> **Assignment**:
Working through the lines below, return each one that holds "Curragh".

> **Records excerpted from a collection**:
======
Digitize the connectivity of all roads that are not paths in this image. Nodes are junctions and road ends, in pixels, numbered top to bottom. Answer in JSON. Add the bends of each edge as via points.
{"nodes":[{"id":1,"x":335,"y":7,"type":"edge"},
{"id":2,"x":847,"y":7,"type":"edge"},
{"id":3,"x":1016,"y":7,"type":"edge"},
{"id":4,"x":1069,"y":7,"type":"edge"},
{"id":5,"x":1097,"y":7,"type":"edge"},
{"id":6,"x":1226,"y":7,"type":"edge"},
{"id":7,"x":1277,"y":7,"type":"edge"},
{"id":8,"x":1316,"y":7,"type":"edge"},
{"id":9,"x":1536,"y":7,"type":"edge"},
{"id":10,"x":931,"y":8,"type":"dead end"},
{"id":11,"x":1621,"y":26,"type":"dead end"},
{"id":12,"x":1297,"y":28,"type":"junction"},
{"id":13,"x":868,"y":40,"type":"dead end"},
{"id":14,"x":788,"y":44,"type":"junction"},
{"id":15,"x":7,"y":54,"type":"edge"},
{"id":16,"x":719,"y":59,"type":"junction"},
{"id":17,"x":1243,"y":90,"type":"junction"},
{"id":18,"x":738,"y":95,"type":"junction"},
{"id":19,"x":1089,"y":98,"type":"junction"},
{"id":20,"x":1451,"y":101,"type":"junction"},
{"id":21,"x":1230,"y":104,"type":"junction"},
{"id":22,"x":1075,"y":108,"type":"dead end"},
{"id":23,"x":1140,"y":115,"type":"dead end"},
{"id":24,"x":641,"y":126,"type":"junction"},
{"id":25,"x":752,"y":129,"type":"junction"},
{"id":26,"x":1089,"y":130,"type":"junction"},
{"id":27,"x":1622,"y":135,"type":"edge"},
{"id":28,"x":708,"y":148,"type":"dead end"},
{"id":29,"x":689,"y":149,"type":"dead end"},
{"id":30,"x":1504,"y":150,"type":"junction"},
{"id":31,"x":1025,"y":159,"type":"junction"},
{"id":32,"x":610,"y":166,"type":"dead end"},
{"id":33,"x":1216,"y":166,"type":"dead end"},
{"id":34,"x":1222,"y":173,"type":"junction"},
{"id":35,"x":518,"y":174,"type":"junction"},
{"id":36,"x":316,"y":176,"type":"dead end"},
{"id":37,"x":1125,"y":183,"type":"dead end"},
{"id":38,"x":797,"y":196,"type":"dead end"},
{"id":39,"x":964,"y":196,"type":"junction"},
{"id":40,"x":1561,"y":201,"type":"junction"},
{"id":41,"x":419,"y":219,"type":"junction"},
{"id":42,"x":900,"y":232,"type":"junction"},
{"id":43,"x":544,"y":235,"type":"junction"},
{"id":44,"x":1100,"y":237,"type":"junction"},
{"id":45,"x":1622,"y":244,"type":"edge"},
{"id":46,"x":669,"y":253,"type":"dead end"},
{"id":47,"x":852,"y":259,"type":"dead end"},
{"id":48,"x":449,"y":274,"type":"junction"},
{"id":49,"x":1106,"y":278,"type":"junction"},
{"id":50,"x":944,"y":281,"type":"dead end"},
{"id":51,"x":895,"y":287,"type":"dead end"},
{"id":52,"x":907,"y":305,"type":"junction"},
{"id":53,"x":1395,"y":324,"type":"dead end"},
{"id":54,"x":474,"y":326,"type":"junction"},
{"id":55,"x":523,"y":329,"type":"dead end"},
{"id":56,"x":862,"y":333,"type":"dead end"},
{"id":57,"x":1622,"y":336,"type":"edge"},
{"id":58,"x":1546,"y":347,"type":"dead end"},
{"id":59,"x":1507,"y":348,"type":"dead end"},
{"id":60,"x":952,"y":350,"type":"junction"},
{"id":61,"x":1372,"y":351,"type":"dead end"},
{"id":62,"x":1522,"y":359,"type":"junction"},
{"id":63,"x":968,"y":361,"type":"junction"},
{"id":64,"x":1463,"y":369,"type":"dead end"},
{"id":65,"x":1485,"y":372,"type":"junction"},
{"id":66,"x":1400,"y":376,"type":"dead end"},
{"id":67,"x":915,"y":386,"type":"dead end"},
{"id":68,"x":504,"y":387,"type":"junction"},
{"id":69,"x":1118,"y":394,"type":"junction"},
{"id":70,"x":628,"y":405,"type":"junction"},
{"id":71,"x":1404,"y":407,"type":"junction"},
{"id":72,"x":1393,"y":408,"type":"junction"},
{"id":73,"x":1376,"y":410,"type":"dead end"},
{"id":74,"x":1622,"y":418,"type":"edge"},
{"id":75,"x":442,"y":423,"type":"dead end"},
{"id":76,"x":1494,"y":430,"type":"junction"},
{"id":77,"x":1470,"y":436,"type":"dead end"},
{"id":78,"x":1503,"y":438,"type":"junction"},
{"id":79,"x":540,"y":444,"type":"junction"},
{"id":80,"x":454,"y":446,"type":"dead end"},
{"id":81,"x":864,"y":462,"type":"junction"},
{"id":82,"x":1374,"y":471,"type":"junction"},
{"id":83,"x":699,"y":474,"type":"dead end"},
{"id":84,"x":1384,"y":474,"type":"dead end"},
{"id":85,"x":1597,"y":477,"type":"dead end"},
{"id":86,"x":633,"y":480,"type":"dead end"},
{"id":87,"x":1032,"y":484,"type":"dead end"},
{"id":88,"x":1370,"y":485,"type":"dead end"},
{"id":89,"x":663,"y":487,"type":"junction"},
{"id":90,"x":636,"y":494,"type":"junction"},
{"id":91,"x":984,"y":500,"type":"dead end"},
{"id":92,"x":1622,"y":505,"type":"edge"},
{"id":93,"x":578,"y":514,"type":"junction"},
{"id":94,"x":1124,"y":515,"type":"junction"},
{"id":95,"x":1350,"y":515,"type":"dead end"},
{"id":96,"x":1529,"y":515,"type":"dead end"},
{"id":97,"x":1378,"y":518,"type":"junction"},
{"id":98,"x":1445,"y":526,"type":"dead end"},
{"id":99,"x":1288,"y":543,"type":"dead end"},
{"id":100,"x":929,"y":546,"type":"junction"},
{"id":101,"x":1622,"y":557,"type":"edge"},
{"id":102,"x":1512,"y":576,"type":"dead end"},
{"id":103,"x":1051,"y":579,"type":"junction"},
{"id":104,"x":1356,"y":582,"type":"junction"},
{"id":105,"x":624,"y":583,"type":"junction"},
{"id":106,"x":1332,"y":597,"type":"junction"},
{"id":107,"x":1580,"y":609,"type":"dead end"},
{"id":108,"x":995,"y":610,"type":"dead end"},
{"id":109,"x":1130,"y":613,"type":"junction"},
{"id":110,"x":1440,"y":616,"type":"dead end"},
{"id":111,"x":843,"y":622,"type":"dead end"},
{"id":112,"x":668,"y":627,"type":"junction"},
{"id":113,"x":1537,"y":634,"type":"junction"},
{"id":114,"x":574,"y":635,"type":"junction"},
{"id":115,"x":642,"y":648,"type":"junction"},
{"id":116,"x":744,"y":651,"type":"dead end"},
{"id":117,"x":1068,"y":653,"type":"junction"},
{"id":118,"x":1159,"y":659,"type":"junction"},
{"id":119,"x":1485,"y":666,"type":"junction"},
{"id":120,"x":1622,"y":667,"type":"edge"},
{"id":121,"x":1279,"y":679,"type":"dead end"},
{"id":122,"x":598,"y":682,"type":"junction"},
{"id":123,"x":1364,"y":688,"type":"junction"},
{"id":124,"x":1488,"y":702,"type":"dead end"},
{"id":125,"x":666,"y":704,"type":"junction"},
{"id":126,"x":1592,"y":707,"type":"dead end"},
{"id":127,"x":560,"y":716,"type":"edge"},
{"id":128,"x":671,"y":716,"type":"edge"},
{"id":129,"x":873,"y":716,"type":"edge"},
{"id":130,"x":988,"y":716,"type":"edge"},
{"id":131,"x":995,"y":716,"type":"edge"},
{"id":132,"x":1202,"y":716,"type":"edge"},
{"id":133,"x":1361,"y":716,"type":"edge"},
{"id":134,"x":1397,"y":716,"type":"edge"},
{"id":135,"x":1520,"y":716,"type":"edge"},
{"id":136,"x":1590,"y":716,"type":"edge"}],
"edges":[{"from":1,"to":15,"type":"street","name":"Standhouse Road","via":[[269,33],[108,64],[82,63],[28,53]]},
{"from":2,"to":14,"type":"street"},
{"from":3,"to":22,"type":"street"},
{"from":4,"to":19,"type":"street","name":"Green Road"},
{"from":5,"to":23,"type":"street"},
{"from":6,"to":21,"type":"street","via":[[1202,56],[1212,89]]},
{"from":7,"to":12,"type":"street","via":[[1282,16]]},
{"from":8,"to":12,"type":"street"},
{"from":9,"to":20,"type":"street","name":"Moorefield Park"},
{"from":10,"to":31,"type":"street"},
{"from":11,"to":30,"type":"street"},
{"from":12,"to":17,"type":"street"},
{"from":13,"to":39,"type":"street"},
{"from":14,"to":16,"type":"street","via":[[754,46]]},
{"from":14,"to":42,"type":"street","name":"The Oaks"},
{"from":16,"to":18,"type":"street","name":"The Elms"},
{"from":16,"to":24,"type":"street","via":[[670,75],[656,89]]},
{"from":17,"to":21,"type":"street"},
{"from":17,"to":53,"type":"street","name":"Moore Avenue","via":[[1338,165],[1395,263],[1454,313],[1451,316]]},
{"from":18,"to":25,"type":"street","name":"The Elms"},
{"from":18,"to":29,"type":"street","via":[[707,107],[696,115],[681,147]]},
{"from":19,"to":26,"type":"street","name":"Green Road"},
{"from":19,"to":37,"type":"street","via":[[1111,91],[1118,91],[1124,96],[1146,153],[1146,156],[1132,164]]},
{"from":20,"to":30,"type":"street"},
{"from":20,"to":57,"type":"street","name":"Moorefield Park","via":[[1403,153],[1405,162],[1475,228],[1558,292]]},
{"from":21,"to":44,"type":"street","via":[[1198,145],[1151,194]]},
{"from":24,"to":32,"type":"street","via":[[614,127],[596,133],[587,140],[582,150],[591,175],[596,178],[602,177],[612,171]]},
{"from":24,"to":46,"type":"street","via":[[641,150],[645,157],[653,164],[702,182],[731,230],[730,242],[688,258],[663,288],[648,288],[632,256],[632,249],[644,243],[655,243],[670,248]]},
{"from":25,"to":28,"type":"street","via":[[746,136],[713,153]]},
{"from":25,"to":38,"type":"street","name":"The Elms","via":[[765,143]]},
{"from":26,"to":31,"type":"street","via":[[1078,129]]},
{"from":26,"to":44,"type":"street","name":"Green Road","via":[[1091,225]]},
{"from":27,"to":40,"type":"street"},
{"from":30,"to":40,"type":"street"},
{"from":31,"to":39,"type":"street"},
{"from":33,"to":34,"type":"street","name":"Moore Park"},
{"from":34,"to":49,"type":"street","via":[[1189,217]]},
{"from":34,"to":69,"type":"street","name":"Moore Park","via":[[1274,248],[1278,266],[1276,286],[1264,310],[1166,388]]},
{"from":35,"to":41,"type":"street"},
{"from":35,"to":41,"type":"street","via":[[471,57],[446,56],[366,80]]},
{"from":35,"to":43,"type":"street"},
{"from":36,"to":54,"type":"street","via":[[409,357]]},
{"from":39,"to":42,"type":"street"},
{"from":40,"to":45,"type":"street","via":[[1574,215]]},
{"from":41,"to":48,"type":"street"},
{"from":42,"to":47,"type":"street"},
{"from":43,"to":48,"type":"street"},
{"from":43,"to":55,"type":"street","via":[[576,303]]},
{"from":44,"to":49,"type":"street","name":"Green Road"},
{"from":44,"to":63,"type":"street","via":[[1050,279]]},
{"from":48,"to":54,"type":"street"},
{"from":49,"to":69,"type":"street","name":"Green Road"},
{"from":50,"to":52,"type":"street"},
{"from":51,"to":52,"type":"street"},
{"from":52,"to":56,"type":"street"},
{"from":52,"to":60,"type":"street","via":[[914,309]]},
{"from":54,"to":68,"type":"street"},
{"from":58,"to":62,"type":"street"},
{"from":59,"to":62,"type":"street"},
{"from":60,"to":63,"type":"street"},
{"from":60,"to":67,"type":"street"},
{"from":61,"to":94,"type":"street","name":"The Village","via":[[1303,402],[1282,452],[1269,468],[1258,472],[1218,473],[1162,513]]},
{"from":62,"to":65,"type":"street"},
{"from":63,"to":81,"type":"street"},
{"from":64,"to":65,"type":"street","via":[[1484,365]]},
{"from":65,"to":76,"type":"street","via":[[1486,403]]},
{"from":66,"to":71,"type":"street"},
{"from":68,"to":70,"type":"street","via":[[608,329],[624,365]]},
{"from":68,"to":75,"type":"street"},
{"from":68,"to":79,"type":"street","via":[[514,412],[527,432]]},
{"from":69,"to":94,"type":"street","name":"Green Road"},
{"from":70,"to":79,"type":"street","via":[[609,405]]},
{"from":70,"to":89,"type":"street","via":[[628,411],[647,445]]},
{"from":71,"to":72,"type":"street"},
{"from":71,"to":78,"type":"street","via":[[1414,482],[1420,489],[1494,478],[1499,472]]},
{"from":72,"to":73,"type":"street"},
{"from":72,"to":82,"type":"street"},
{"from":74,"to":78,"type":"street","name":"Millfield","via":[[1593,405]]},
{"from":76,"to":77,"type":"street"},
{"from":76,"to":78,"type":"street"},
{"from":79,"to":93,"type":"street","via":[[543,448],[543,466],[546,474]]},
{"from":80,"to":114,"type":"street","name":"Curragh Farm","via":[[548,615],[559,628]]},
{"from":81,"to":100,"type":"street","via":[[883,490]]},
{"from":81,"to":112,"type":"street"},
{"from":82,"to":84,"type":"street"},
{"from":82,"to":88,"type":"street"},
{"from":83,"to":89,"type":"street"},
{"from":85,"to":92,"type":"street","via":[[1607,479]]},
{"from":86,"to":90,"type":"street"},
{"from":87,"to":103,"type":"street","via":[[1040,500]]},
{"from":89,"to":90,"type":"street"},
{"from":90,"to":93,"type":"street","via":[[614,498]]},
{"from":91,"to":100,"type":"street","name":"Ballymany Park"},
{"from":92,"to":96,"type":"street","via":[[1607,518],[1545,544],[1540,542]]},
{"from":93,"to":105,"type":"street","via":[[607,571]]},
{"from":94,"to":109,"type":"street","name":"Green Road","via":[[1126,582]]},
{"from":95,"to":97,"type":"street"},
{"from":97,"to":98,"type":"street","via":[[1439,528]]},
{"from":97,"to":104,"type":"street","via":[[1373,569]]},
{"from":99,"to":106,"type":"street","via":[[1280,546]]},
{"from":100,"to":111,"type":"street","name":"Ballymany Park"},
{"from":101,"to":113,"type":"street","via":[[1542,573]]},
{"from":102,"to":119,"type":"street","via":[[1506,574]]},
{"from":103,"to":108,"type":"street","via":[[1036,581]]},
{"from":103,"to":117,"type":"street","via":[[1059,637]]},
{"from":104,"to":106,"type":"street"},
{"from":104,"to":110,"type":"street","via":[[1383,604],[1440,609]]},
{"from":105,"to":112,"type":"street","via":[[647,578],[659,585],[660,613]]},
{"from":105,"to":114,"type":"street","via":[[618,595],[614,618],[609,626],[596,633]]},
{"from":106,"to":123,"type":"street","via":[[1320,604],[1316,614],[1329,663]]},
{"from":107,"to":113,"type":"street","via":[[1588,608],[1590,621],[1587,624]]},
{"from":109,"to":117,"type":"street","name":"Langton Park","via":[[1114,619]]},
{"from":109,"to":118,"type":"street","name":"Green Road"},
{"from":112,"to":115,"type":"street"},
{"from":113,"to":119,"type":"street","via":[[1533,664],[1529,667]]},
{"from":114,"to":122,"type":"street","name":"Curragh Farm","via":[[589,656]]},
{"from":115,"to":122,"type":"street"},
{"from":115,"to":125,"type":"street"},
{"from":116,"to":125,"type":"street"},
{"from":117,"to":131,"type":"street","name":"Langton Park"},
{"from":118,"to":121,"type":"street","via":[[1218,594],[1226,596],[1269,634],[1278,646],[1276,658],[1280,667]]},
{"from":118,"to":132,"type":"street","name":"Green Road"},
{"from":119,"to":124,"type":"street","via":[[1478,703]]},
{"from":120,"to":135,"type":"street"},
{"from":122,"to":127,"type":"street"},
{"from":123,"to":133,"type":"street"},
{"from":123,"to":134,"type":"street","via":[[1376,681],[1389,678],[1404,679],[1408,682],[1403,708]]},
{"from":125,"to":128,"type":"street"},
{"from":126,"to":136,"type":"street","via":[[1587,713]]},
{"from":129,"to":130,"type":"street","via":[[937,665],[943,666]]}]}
======
> **Finished task**:
{"from":80,"to":114,"type":"street","name":"Curragh Farm","via":[[548,615],[559,628]]},
{"from":114,"to":122,"type":"street","name":"Curragh Farm","via":[[589,656]]},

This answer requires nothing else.